PBI-Kenya accompanied Kayole Community Justice Centre calls for ratification of International Convention on enforced disappearances

In its most recent e-newsletter, PBI-Kenya notes:
“Perpetua Kariuki, human rights defender from Kayole Community Justice Centre, and Bernard Gachie of PBI Kenya embarked on an advocacy tour across Europe to highlight the state of human rights in Kenya. Their journey took them through Switzerland, The Netherlands and Germany, where they engaged in crucial discussions on enforced disappearances and extrajudicial executions.
A central objective of their tour was to advocate for the ratification of the International Convention for the Protection of All Persons from Enforced Disappearance. This treaty is crucial as it provides a framework to prevent enforced disappearances, ensure accountability for perpetrators, and provide justice and reparations for victims. Kenya signed the treaty in 2007 but has yet to ratify it.”
The full text of the Treaty can be read here.
Among the countries that have ratified the Convention are Germany and Spain (September 2009), the Netherlands (March 2011) and Switzerland (December 2016).
Canada urged to ratify the Convention
Canada has neither signed nor ratified this International Convention that came into effect almost 14 years ago on December 23, 2010.
In March of this year, the Canadian Press reported that an interim report from the International Commission on Missing Persons, based in The Hague, recommends the Canada ratify the United Nations International Convention for the Protection of All Persons from Enforced Disappearance (ICPPED).
In March 2023, Catherine Morris and Rebekah Smith commented: “Since 2017, Canada has been urged to become a State Party to the ICPPED.”
They add: “That year, Canadian federal, provincial, and territorial ministers ‘agreed to pursue discussions on the possibility of Canada becoming a party’ to the ICPPED. In 2018, Canada reaffirmed this intention during its third Universal Periodic Review (UPR) by the UN Human Rights Council. So far there is no timeline for completion of necessary consultations among federal, provincial, territorial, and municipal officials.”

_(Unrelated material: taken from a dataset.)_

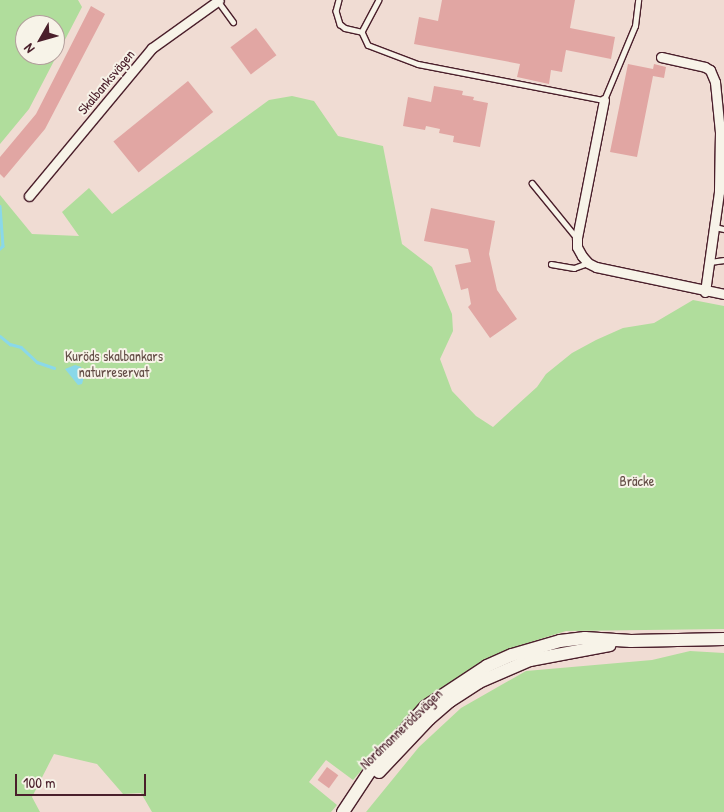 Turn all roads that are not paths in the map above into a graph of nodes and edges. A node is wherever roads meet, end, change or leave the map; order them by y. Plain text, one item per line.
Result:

One of the reasons Canada has not signed the Convention could be due to the high number of forcibly disappeared Indigenous peoples in this country.
In Canada, more than 150,000 Indigenous children were taken from their parents and sent to at least 139 state-funded “residential schools” operated by churches starting in 1883 as part of a genocidal campaign of forced assimilation.
The Royal Canadian Mounted Police (RCMP) are implicated in the forcible removal of Indigenous children from their families. Painting by Kent Monkman.
The Truth and Reconciliation Commission in Canada documented the deaths of 3,201 children at these residential schools, but its chair Justice Murray Sinclair has stated that 6,000 children may have died in them, while Cindy Blackstock and Pam Palmater have estimated that more than 12,000 children died in them.
Morris and Smith state: “Canada’s pattern of failure to ensure effective and timely remedies for disappearances of Indigenous persons may amount to acquiescence in international crimes of enforced disappearance. Canada’s international law obligations require urgent steps to end official inaction and complicity.”
We also note that while Colombia (July 2012), Honduras (April 2008) and Mexico (March 2008) have ratified the Convention, Guatemala (February 2007) and Indonesia (September 2010) have only signed it. Nicaragua and Nepal have neither signed nor ratified the Convention.
We continue to follow this in all countries where PBI has a presence.